Из всех людей, посещавших наш дом, папиных и маминых приятелей, я отдавала предпочтение доктору Шацу. Мне нравился запах дорогих духов, исходящий от него, аромат его сигар. После его посещения еще долго в квартире не выветривались эти приятные запахи. Он и его жена были непременными гостями на наших семейных праздниках, и я каждый год ко дню рождения получала от него самый дорогой и изысканный, подарок. Он не скупился, и его подарки вызывали восторженные восклицания моей мамы, а у отца брови ползли вверх и занимали позицию двускатной крыши, что я еще с малолетства называла «бровки домиком».

В нашей семье, когда собирались сделать кому-нибудь подарок, не стесняясь детей, долго и откровенно прикидывали, как бы это сделать подешевле и сэкономить доллар-другой. Если моей матери удавалось не потратить лишние деньги, она, хорошела и расцветала, будто выиграла приз. Я однажды, в двенадцать лет, не выдержала и расхохоталась, глядя, как мама готовит стол к приходу гостей. Мама сказала мне, что только идиотка может хохотать без причины. Там, где я увидела смешное до колик, она не обнаружила никакого повода для смеха.

Нянька Ширли расставляла на длинном обеденном столе приборы, а мама обходила стол и у каждого пустого прибора, прикидывая, кого из гостей она тут посадит, комментировала вслух:

— У миссис Гроссман — гастрит, у мистера Саймона — печень, у мистера Глюка была недавно операция, миссис Блум разрешено только легкое вино. Слышишь! — крикнула она, зардевшись от удовольствия, отцу, готовившему на кухне напитки, — не открывай много бутылок. Мы вполне обойдемся одной бутылкой бренди и остатками виски, что я спрятала в холодильник с моего дня рождения.

Я заржала. Мама посмотрела на меня, как на идиотку.

Итак, я владела жгучим секретом, и мое воспаленное воображение, крепко настоянное на сексуальной литературе, проглоченной в чрезмерных объемах, и порнографических фильмах, рисовало апокалиптические картины, разыгрываемые в гостинице «Веллингтон», в широкой кровати и почему-то обязательно под балдахином, моей порочной, погрязшей в грехе мамочкой и добрейшим соседом, папиным напарником по шахматам, ароматно пахнущим доктором Джулиусом Шацем.

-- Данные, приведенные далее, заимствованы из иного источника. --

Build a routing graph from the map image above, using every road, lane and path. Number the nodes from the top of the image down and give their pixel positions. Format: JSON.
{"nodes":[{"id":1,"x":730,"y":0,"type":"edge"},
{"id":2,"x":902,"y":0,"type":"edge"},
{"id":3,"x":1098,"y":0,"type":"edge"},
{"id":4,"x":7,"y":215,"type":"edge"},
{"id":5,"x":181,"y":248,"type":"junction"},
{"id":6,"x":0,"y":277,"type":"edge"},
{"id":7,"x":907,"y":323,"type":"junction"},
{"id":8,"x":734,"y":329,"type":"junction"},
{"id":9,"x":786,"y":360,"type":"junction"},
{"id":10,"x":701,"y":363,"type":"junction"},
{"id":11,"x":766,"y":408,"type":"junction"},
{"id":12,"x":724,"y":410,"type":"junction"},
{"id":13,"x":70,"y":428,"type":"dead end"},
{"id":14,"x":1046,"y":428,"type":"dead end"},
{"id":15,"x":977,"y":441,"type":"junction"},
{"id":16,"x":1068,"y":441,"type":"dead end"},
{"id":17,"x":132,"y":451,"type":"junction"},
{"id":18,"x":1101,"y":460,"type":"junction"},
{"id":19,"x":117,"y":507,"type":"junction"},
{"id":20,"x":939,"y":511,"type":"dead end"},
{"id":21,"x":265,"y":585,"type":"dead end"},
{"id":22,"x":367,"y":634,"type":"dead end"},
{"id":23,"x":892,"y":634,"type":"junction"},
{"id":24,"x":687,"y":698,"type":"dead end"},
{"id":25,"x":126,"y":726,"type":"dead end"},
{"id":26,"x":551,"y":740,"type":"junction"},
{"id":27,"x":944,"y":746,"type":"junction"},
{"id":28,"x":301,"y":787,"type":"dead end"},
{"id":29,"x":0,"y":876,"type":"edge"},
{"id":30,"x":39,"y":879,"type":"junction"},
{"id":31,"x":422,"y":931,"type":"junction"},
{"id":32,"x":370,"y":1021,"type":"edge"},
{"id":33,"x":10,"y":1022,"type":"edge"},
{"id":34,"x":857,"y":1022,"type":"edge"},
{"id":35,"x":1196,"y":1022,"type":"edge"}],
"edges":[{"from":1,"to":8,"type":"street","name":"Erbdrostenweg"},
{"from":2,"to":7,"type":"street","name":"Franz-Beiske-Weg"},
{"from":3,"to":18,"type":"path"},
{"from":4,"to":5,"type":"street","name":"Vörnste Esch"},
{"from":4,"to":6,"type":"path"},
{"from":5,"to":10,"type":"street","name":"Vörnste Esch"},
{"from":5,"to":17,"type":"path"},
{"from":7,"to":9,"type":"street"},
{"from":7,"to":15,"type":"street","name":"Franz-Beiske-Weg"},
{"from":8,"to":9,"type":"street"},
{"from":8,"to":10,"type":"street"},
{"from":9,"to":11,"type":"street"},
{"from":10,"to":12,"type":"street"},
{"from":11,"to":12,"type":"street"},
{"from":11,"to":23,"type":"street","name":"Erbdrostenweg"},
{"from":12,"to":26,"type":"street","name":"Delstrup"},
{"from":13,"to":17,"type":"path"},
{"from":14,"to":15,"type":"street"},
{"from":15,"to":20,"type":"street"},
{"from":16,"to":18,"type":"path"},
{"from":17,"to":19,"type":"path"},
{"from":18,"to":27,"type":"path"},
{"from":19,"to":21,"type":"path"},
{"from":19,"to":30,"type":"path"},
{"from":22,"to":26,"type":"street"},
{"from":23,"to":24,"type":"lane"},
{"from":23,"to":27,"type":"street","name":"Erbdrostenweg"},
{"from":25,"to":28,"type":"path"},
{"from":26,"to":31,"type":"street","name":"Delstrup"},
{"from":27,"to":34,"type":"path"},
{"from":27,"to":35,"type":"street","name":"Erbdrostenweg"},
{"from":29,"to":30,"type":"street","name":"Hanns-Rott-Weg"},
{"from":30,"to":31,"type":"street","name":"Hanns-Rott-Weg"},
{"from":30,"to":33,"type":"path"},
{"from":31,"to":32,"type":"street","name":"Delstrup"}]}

Теперь уж, когда к нам приходил доктор Шац и чмокал маму в щечку перед тем, как сесть к шахматному столику, я не сводила глаз с него и мамы и стала замечать многое, чему раньше не придала бы значения. Как они перекидываются быстрыми, едва уловимыми, взглядами. Как она, делая вид, что интересуется их игрой, склоняется над столиком и касается грудью, будто случайно, не папиного плеча, а его.

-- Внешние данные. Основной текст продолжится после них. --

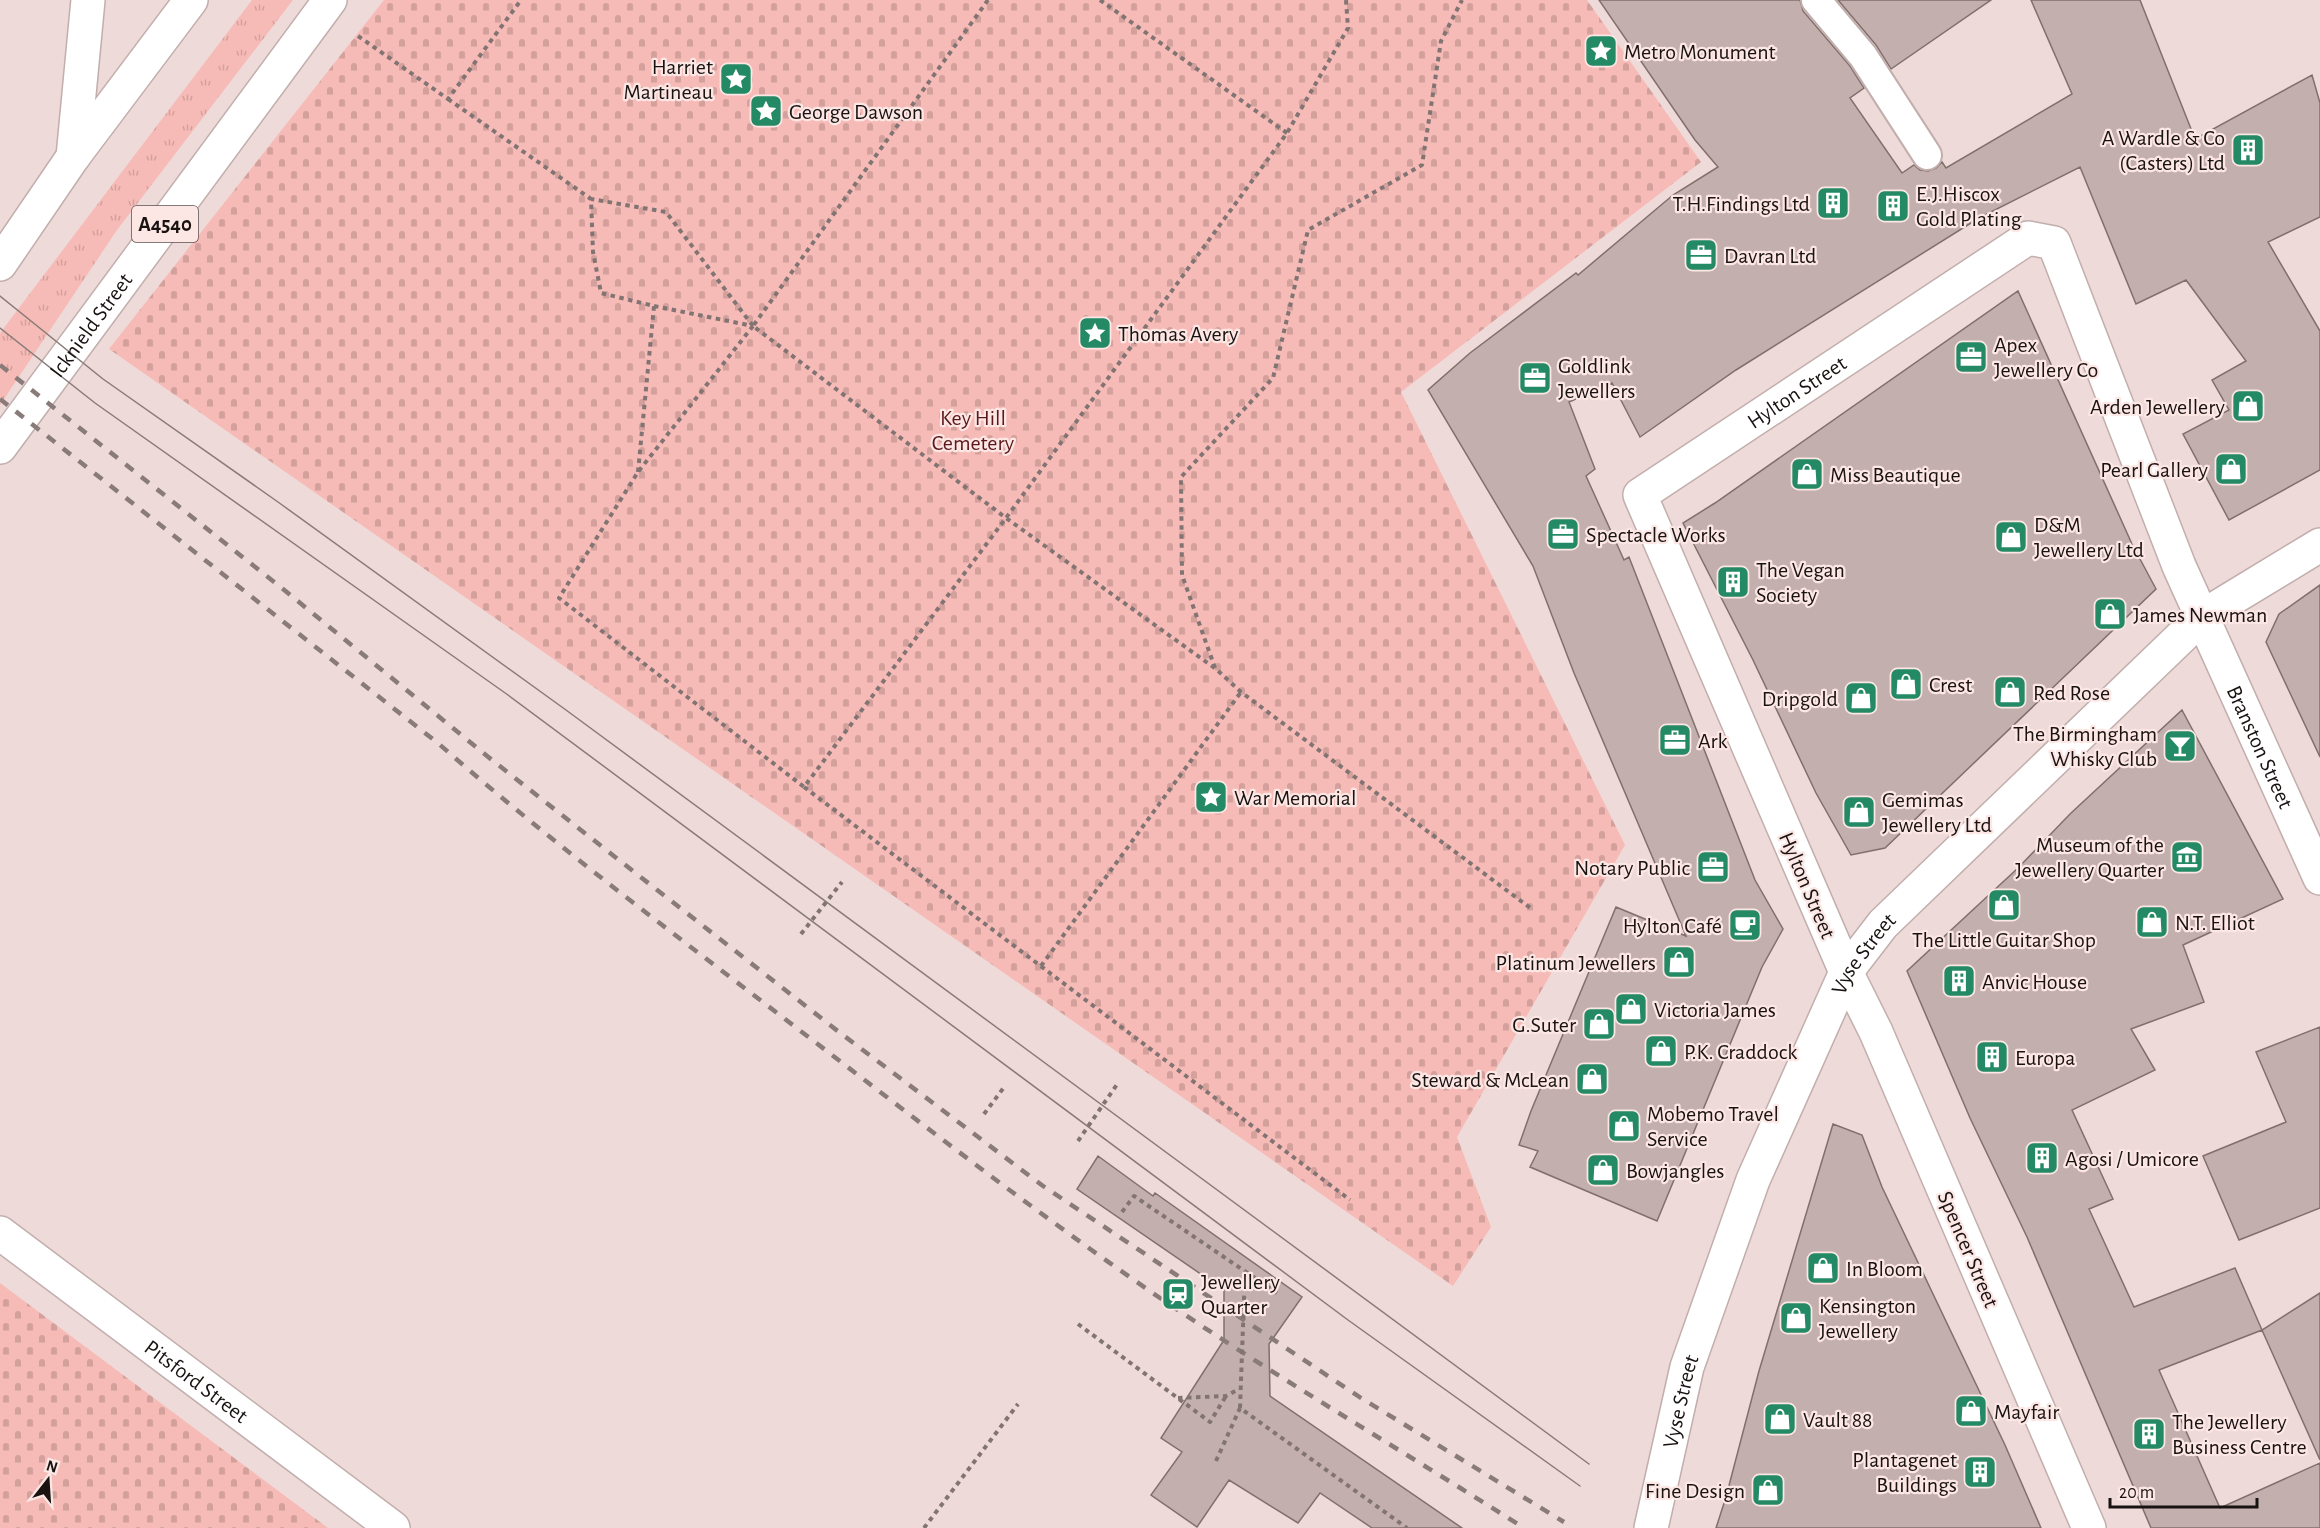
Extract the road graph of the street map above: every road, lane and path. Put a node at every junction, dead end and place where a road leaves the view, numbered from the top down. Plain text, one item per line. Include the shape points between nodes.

Маму я не любила. И папу тоже. Но его было жаль. Как всегда жаль обманутого.

Я решила молчать. Хранить тайну глубоко в душе, как тлеющий огонек, а когда настанет час возмездия и я захочу им сделать больно, я легко вздую из угольков огонь.

Той зимой, когда у меня были каникулы в школе, мы улетели во Флориду погреться и поплавать в океане. Мама, папа и я. И конечно, доктор Шац с женой последовали за нами. Но не по воздуху, миссис Шац не переносит самолета, а на своем «Мустанге» с севера на юг пересекли по прекрасной автостраде нашу любимую страну — последний оплот демократии и самое безопасное в мире убежище для евреев.

Поселились они в Майами-бич, в том же отеле, что и мы, на том же этаже, с балконом на океан. Отель носил французское название «Дювиль», и в его гербе и на фирменных спичках красовался мушкетер со шпагой и в ботфортах эпохи кардинала Ришелье и Д'Артаньяна. Жили в нем одни евреи. Как и в соседних отелях и кондоминимумах, протянувшихся вдоль пенистой кромки океана и у тихих заводей лагун с редкими лапчатыми пальмами и гроздьями бурых кокосовых орехов на недосягаемой высоте.